START GIVEN RECORDS
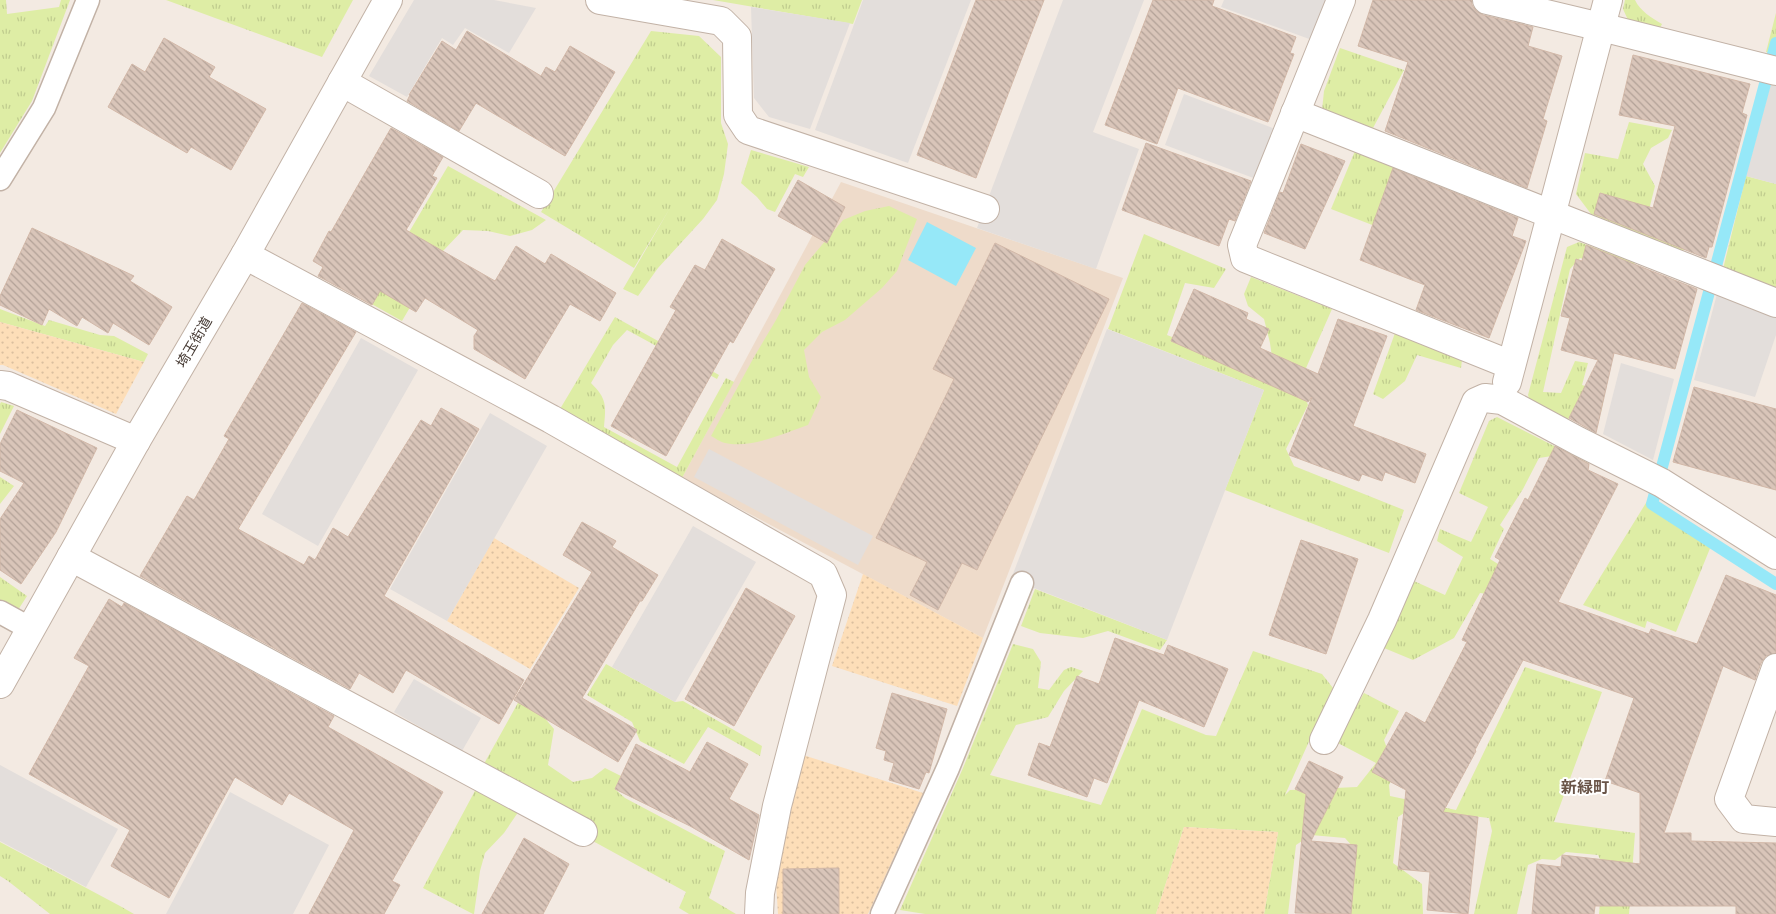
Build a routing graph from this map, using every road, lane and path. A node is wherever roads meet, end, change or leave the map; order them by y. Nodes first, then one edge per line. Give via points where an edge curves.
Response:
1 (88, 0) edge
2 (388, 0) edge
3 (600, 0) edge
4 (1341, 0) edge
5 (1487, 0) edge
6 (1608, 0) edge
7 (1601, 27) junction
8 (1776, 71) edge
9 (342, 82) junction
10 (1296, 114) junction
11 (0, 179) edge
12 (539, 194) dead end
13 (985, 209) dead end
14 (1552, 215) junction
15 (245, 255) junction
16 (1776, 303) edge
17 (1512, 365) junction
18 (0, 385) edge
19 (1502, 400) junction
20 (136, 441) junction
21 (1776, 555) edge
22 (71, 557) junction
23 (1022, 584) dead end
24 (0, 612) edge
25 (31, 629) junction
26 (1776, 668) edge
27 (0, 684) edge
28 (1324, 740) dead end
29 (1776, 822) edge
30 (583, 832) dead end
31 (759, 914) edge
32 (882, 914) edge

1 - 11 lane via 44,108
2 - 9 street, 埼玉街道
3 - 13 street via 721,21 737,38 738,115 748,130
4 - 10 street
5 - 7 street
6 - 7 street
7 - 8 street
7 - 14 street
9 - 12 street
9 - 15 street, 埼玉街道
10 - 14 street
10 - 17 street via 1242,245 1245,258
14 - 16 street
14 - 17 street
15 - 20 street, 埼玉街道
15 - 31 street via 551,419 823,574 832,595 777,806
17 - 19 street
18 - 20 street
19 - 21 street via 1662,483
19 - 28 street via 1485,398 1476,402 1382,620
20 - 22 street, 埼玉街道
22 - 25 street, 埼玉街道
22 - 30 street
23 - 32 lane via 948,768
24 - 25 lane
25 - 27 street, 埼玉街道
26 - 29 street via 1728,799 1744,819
END GIVEN RECORDS
_WORK REQUIRED_
The answer should consist of all the records, duplicated exactly, with no images included.

_ANSWER BELOW_
Build a routing graph from this map, using every road, lane and path. A node is wherever roads meet, end, change or leave the map; order them by y. Nodes first, then one edge per line. Give via points where an edge curves.
Response:
1 (88, 0) edge
2 (388, 0) edge
3 (600, 0) edge
4 (1341, 0) edge
5 (1487, 0) edge
6 (1608, 0) edge
7 (1601, 27) junction
8 (1776, 71) edge
9 (342, 82) junction
10 (1296, 114) junction
11 (0, 179) edge
12 (539, 194) dead end
13 (985, 209) dead end
14 (1552, 215) junction
15 (245, 255) junction
16 (1776, 303) edge
17 (1512, 365) junction
18 (0, 385) edge
19 (1502, 400) junction
20 (136, 441) junction
21 (1776, 555) edge
22 (71, 557) junction
23 (1022, 584) dead end
24 (0, 612) edge
25 (31, 629) junction
26 (1776, 668) edge
27 (0, 684) edge
28 (1324, 740) dead end
29 (1776, 822) edge
30 (583, 832) dead end
31 (759, 914) edge
32 (882, 914) edge

1 - 11 lane via 44,108
2 - 9 street, 埼玉街道
3 - 13 street via 721,21 737,38 738,115 748,130
4 - 10 street
5 - 7 street
6 - 7 street
7 - 8 street
7 - 14 street
9 - 12 street
9 - 15 street, 埼玉街道
10 - 14 street
10 - 17 street via 1242,245 1245,258
14 - 16 street
14 - 17 street
15 - 20 street, 埼玉街道
15 - 31 street via 551,419 823,574 832,595 777,806
17 - 19 street
18 - 20 street
19 - 21 street via 1662,483
19 - 28 street via 1485,398 1476,402 1382,620
20 - 22 street, 埼玉街道
22 - 25 street, 埼玉街道
22 - 30 street
23 - 32 lane via 948,768
24 - 25 lane
25 - 27 street, 埼玉街道
26 - 29 street via 1728,799 1744,819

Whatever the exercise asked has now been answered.